SAT-124 Optimization of Experimental Conditions for Mimicking Hypoxia in Cultured Breast Cancer Cells by Using Cobalt(II) Chloride (CoCl(2))

Hypoxia is a common phenomenon in solid tumor development caused by a decrease in either oxygen concentration or oxygen pressure as a result of rapid tumor cell growth. Hypoxia is characterized by stabilization of the alpha subunit of the hypoxia-inducible factor (HIF-1α) and its nuclear translocation and heterodimerization with HIF-1β. Activation of this signaling pathway involves multiple downstream effectors including carbonic anhydrase 9 (CA9, s. CAIX). A reliable method to mimic hypoxia utilizes cobalt(II) chloride (CoCl(2)), which directly induces the expression of HIF-1α. The aim of this study was to optimize the experimental conditions for CoCl(2) treatment of breast cancer cells in vitro using three human breast cancer cell lines (MDA-MB-231, T-47D, and MCF-7 cells). We performed time- and concentration-response experiments, using various concentrations of CoCl(2) (50, 100, 200, and 300 μM) for 24 and 48 hours, and measured the expression of HIF-1α and CA9 by qRT-PCR and Western blot analyses.

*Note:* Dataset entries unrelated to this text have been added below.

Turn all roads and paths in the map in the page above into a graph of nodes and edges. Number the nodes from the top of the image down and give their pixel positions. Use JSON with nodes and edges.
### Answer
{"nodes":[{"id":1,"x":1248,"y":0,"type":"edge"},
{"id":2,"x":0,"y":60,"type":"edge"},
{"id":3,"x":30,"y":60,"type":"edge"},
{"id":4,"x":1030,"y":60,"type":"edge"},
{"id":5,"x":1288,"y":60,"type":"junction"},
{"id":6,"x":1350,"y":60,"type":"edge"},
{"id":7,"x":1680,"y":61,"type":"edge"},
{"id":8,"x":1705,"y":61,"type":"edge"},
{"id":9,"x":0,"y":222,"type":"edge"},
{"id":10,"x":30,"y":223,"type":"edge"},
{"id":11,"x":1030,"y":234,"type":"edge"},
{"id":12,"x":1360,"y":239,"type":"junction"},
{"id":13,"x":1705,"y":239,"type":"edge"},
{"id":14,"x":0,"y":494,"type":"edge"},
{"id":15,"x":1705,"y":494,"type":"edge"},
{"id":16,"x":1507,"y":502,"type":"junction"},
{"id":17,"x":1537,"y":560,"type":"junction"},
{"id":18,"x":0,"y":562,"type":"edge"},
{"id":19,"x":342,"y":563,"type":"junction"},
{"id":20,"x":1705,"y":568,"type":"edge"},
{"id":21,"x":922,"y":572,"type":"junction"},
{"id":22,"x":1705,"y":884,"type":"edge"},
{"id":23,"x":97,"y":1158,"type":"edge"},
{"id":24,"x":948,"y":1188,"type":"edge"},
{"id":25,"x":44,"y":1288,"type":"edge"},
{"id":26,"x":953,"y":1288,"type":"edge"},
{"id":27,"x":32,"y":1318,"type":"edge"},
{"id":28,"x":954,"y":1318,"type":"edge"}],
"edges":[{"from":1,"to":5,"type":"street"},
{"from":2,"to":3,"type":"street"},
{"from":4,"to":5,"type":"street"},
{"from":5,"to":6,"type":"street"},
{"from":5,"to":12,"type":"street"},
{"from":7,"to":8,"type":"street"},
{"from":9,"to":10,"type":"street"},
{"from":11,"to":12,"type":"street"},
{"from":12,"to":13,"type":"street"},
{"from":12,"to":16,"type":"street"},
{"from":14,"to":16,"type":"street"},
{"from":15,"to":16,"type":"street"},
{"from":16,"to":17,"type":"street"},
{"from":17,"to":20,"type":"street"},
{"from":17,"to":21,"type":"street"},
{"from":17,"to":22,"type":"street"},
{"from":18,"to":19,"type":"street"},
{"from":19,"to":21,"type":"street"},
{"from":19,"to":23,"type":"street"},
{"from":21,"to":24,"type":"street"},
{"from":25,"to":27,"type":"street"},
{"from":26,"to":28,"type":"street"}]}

Results demonstrated that CoCl(2) downregulated HIF-1α mRNA levels but upregulated CA9 mRNA levels in a concentration- and time-dependent manner. Concomitantly, CoCl(2) treatment resulted in a significant induction of HIF-1α protein levels. We further investigated the effect of the CoCl(2) concentrations listed above on cell apoptosis using an in situ apoptosis detection kit. The results demonstrated that concentrations of CoCl(2) up to 100 μM had no significant effect on cell apoptosis.